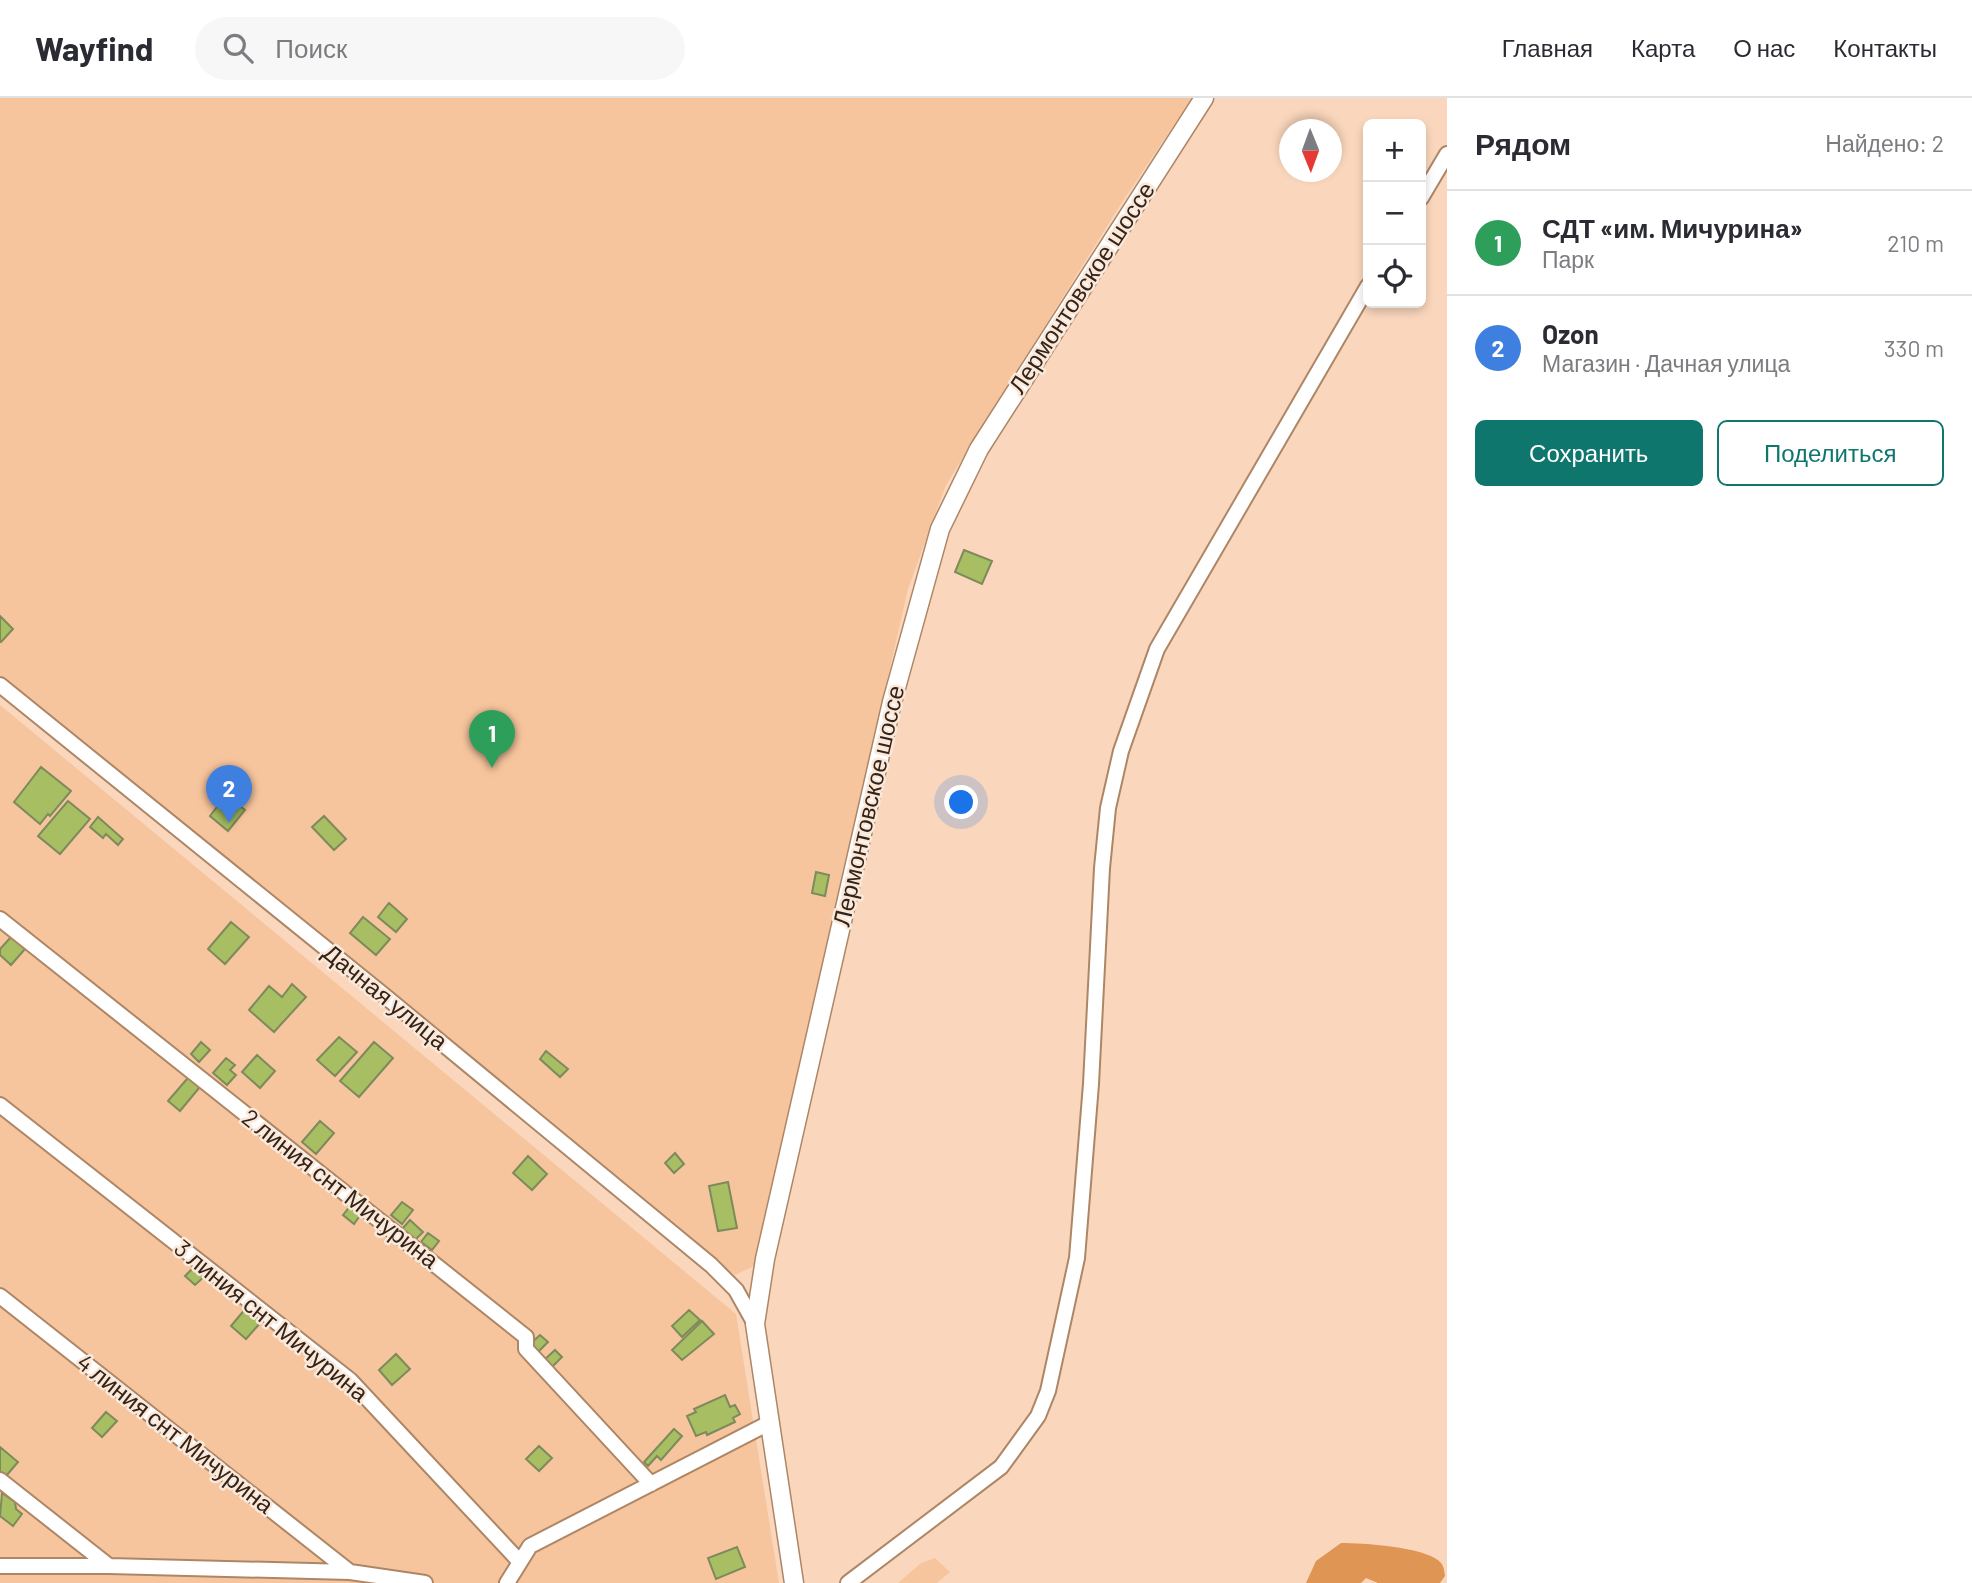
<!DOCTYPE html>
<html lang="ru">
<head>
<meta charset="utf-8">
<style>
	:root { --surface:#fff; --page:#f7f7f7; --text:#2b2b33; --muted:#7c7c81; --line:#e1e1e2; --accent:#0f766e }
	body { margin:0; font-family:Barlow,sans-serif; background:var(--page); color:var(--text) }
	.controls { position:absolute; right:21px; top:21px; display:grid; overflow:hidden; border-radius:10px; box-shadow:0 4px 10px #0003 }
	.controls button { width:63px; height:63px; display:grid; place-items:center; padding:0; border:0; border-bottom:2px solid var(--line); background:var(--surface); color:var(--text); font:35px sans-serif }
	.compass { position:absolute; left:1279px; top:21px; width:63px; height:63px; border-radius:50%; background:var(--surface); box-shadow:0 4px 10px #0003; rotate:179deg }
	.you { position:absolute; left:962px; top:705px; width:24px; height:24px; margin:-18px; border:5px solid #fff; border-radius:50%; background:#1a73e8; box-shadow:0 0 0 10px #1a73e833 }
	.badge { display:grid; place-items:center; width:46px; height:46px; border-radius:50%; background:var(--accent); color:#fff; font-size:23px; font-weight:700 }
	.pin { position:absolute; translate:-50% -58px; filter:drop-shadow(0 2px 4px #0008) }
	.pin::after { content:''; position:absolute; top:37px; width:24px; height:21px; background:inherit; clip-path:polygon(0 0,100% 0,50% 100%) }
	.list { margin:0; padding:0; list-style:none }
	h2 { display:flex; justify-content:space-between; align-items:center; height:91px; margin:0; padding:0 28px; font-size:30px }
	h2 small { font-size:23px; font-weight:400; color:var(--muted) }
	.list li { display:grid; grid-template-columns:46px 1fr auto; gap:21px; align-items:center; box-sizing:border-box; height:105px; padding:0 28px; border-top:2px solid var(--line) }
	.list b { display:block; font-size:26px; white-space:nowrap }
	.list p { margin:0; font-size:23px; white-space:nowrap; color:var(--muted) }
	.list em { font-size:23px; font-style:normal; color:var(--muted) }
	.actions { display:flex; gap:14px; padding:21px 28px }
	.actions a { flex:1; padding:16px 0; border:2px solid var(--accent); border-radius:10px; text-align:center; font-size:24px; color:var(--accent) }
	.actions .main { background:var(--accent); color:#fff }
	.icon { flex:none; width:38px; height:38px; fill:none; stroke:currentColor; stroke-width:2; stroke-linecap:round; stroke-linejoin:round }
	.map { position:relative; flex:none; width:1447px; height:1485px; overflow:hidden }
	header { display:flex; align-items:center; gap:42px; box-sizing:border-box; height:98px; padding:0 35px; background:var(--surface); border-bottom:2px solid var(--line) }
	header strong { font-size:33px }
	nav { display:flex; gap:38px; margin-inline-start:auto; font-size:24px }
	.search { width:490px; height:63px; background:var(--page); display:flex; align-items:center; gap:18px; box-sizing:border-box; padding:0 24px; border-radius:38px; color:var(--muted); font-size:26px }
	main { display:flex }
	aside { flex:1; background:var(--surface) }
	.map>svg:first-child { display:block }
</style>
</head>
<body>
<header>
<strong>Wayfind</strong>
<div class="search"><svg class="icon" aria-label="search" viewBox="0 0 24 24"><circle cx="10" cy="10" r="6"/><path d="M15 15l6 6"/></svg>Поиск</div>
<nav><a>Главная</a><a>Карта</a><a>О нас</a><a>Контакты</a></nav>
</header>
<main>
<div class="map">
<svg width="1447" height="1485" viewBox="0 0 1447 1485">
	<rect width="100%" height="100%" fill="#fad7bc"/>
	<!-- green -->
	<path fill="#f7c59d" d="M0,0h1192l-73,109 -173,278 -38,104 -154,677 -19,9 -502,-413 -233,-187z
		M0,607l736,609 43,269h-779z
		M935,1460l15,14 -13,11h-39l23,-20z"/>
	<!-- forest -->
	<path fill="#df9553" d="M1341,1445c21,0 83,4 98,18 5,4 5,9 6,15l-5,7h-62l-12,-5 -5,5h-55l10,-22z"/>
	<!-- building -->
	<path fill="#a8be62" stroke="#7e8a5c" stroke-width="2" d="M964,452l28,11 -10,23 -27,-12z
		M0,518l13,13 -12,13 -1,-1z
		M41,669l30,24 -21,25 -2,-2 -8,10 -26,-22z
		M226,697l19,15 -17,21 -18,-15z
		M68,703l22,18 -30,35 -22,-18z
		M324,718l22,23 -12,11 -22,-23z
		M98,719l25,22 -5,6 -12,-11 -3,4 -13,-11z
		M816,774l13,3 -4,21 -13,-3z
		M389,805l18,16 -11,13 -18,-15z
		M363,819l27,22 -14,16 -26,-22z
		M231,824l18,15 -24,27 -17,-15z
		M12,838l13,13 -14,16 -11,-10v-6z
		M292,886l14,13 -32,35 -25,-22 20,-24 13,11z
		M339,939l18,15 -22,24 -18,-16z
		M201,944l9,8 -11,12 -8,-8z
		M374,944l19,16 -34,39 -19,-16z
		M546,953l22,18 -8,8 -20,-18z
		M257,957l18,16 -15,17 -18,-16z
		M226,960l9,7 -5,5 6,5 -9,10 -14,-12z
		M193,974l11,10 -24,29 -12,-10z
		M320,1023l14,12 -18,21 -14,-12z
		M675,1055l9,11 -10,9 -9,-10z
		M528,1058l19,18 -15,16 -19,-17z
		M728,1084l9,46 -19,3 -9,-45z
		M402,1104l11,8 -11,14 -11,-9z
		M351,1107l10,9 -7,10 -11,-9z
		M410,1122l13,12 -8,8 -13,-11z
		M428,1135l11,8 -7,9 -11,-8z
		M196,1167l10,10 -11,10 -10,-9z
		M246,1210l16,13 -16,18 -15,-13z
		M689,1212l11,10 -18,17 -10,-11z
		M702,1223l12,13 -32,26 -10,-10z
		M540,1237l8,7 -10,10 -8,-8z
		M555,1252l7,7 -11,11 -7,-8z
		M396,1256l14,15 -18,16 -13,-15z
		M725,1297l5,12 5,-2 5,9 -7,4 2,4 -28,13 -1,-3 -10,4 -9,-20 9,-4 -2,-3z
		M106,1314l11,9 -15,16 -10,-9z
		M674,1331l8,7 -21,24 -4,-4 -9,10 -4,-4z
		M539,1348l13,12 -13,13 -13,-12z
		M0,1349l18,15 -12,14 -6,-5z
		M2,1395l13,9 1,7 6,5 -9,12 -13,-10z
		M737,1449l8,20 -29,12 -8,-21z"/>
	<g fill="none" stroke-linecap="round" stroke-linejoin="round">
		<defs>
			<path id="minor" d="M1421,100l26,-44
				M0,587l386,312 325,268 25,25 19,34
				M0,821l526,418v12l125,135
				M0,1007l350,275 170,182
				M0,1198l350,276
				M0,1382l109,86
				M0,1468h109l241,6 75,11
				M507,1485l23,-37 241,-124
				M848,1485l153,-116 37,-51 10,-25 29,-133 14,-174 11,-216 6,-60 13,-57 36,-102 211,-363"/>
			<path id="tertiary" d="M794,1485l-39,-259 10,-65 127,-557 48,-173 39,-80 225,-351"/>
		</defs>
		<!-- minor casing -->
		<use href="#minor" stroke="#ad8666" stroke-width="18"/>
		<!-- tertiary casing -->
		<use href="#tertiary" stroke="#ad8666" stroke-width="21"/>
		<!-- minor -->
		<use href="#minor" stroke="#fff" stroke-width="14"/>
		<!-- tertiary -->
		<use href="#tertiary" stroke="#fff" stroke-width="18"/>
	</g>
	<g text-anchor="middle" stroke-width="5" stroke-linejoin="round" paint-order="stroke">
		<!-- street labels -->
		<g font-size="24" fill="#342417" stroke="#fae8db">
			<text transform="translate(1082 190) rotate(-57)" y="8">Лермонтовское шоссе</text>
			<text transform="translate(869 708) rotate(-77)" y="8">Лермонтовское шоссе</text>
			<text transform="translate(385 899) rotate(39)" y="8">Дачная улица</text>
			<text transform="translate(340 1091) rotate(38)" y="8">2 линия снт Мичурина</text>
			<text transform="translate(271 1223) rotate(39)" y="8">3 линия снт Мичурина</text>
			<text transform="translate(175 1336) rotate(38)" y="8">4 линия снт Мичурина</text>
		</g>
	</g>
</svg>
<div class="controls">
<button>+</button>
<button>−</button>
<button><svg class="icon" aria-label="locate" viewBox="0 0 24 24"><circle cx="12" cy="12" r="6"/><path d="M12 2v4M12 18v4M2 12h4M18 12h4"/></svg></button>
</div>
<svg class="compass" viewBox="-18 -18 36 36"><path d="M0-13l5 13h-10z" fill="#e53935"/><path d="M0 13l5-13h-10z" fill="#7c7c81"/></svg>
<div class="you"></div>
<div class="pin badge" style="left:492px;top:670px;background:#2e9e5b">1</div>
<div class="pin badge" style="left:229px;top:725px;background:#3f7fe0">2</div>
</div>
<aside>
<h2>Рядом<small>Найдено: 2</small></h2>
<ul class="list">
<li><span class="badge" style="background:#2e9e5b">1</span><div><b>СДТ «им. Мичурина»</b><p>Парк</p></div><em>210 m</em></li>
<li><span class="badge" style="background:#3f7fe0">2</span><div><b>Ozon</b><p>Магазин · Дачная улица</p></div><em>330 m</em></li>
</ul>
<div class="actions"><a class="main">Сохранить</a><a>Поделиться</a></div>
</aside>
</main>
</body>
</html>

— REQUIREMENT —
Where a line of the data contains the string "serif", include it in a count, and state that count alone.

— SOLUTION FOR THIS EXERCISE —
2